When I was a young newlywed, I moved from Honolulu to Tokyo to be with my husband. He was working for a small tech industry startup that provided services to multinational firms. I went from idyllic paradise to neon metropolis. Tokyo was like a cross between the biggest, busiest anthill imaginable and the city from Blade Runner. Minus the flying cars.
Teeming does not begin to describe the sheer intensity of activity. The city seethed with life. The constant, relentless flow of other humans, regardless of what time of day or night or where you happened to be, weighed on me. An introvert by nature, I found I exerted huge amounts of energy just existing there. We’re talking about a country where a population almost half that of the United States is crammed into an area roughly the size of California.
How did people cope, I wondered? A professor of Japanese literature once explained to me, “They take their privacy on the inside.” That made sense, I supposed. Where else would you find it? They had paper doors, for Chrissakes. As a college student in Hawaii, I couldn’t get my head around it, but two months into Tokyo life, I was learning that internal space was crucial. I often found myself smashed, sardine-like, between the bodies of strangers on a subway or fighting my way upstream through a crush of pedestrians on a Shibuya street. It wasn’t unusual to share a tiny table at a restaurant with another couple. My husband and I would go on with our meal as though there weren’t another date happening millimeters from our elbows. It was go inward or go crazy.
Years later, after we’d returned to the U.S., my external space had expanded to include a comparatively roomy home, the luxury of an actual car, and stranger-free booths in restaurants. My inner world, however, was shrunken and chaotic. I’d forgotten the art of living with shoji doors. I’d lost the practice of creating the invisible boundary between myself and everyone else. Anxiety and depression along with the every day responsibilities of parenting, marriage, and work had reduced me to reactive bundle of worries and resentment. I used what fuel I had to care for others and meet commitments, but I was running dry.
I couldn’t run away from home, though I fantasized about it. I didn’t dream of torrid romance or hedonistic indulgence. I just wanted a room somewhere, like Eliza Doolittle in My Fair Lady. Wouldn’t it be loverly? The woman who traversed the crowded Yamanote-sen twice daily and blithely wove through heaving seas of commuters did not know how to be alone with her own thoughts.
Then one day, my husband came home from work to find me sobbing and stringy-haired while our three-year-old played with his matchbox cars. I had spent the last few months helping my father recover from a stroke, shuttling to and from hospitals and extended nursing facilities, cooking meals, caring for a toddler and my frantic mother while my husband traveled for work. When it was over, life returned to normal, and my wall-less world collapsed.

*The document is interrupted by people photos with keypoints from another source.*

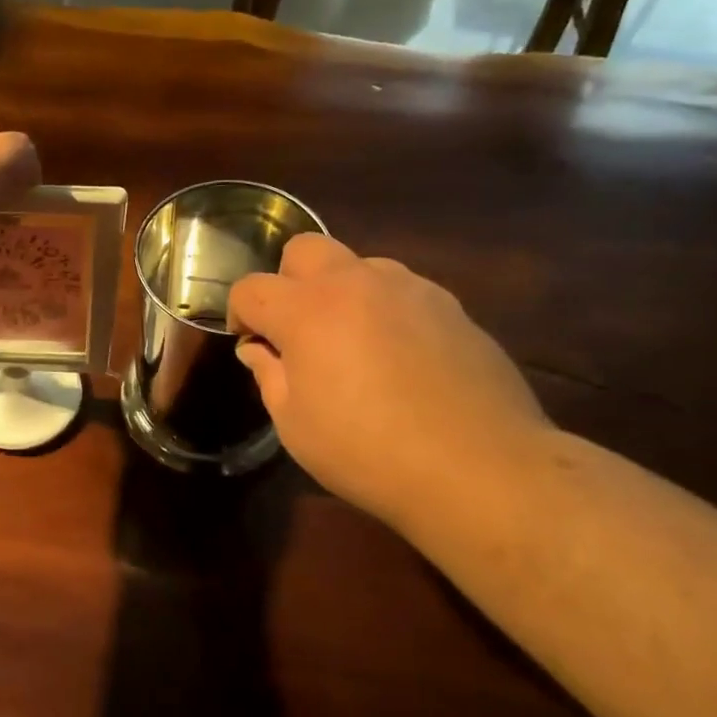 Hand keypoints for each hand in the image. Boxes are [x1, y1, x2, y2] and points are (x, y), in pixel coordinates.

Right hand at [227, 234, 550, 530]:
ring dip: (340, 292)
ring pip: (358, 265)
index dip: (239, 314)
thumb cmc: (366, 451)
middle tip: (297, 330)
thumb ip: (269, 375)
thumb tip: (259, 350)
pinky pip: (402, 290)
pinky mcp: (451, 305)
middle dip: (288, 282)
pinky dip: (384, 310)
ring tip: (353, 344)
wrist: (477, 466)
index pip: (252, 288)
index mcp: (307, 310)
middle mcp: (356, 283)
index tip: (251, 345)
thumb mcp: (295, 424)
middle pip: (304, 249)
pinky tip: (399, 358)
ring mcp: (409, 288) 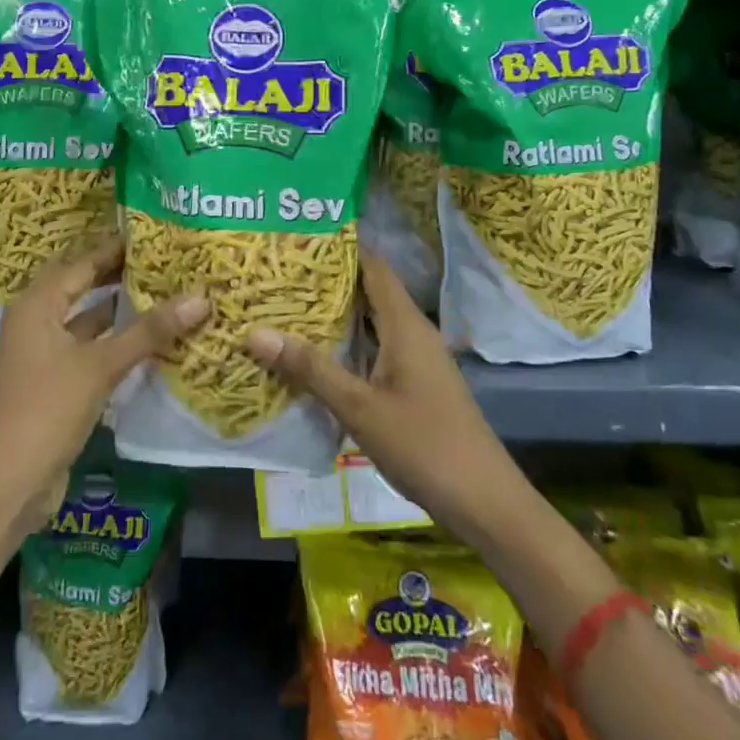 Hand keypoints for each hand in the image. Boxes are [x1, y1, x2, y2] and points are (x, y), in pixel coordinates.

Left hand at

These days, therapy and medication help tame the noise of the anxiety and break through the paralysis of depression, but still I have to navigate a world full of the demands and needs of others. I make peace with the fact that that magic room does not exist, not in the physical sense. (Disclosure: I now have a lovely office, but if you can’t turn off the head noise, no sanctuary exists.) When there is no quiet without, you must foster quiet within. So, inward I go.
With daily effort, I draw the shoji doors shut long enough to access my creativity. There are lots of ways to do this – exercise, meditation, long walks, locked bathroom doors – but my current favorite is continuous practice. I learned of it through social media, through a woman named Saundra Goldman. She wrote: “I loved the idea of showing up for myself every day, and in doing so, inspiring others to do the same.” It’s simple and effective. You pick a practice – writing, yoga, photography, juggling, whatever – and you do it for 20 minutes a day, every day. Life doesn’t stop, but you pull shut your paper doors and occupy your interior realm.
It gets easier the more you do it, and there are so many portals into this personal refuge. Say no when you mean no. Choose not to engage with negativity. Focus on gratitude. Each time I do this, I make my inner world richer. It’s quiet and lovely. I can rest there, and create, and I can observe the muted bustle through translucent screens that let in the light.
Photo credit: “Yukimi Shoji” by halfrain is licensed under a Creative Commons Attribution 4.0 International License.
Daniela
This is honestly the most inspiring post I’ve ever come across and at a time in my life when I need it most. Thank you so much, Nanea!
Nanea Hoffman
Thanks so much for reading. Glad it connected. <3
Tawni
1. I don’t know how you survived the crowds. I don’t think I could have physically handled what you went through. I became tense just reading about it.
2. I so greatly appreciate all of the advice on how to quiet my overly-active headspace by creating shoji doors by whatever means possible.
Great piece and helpful thoughts. Thank you! xoxo.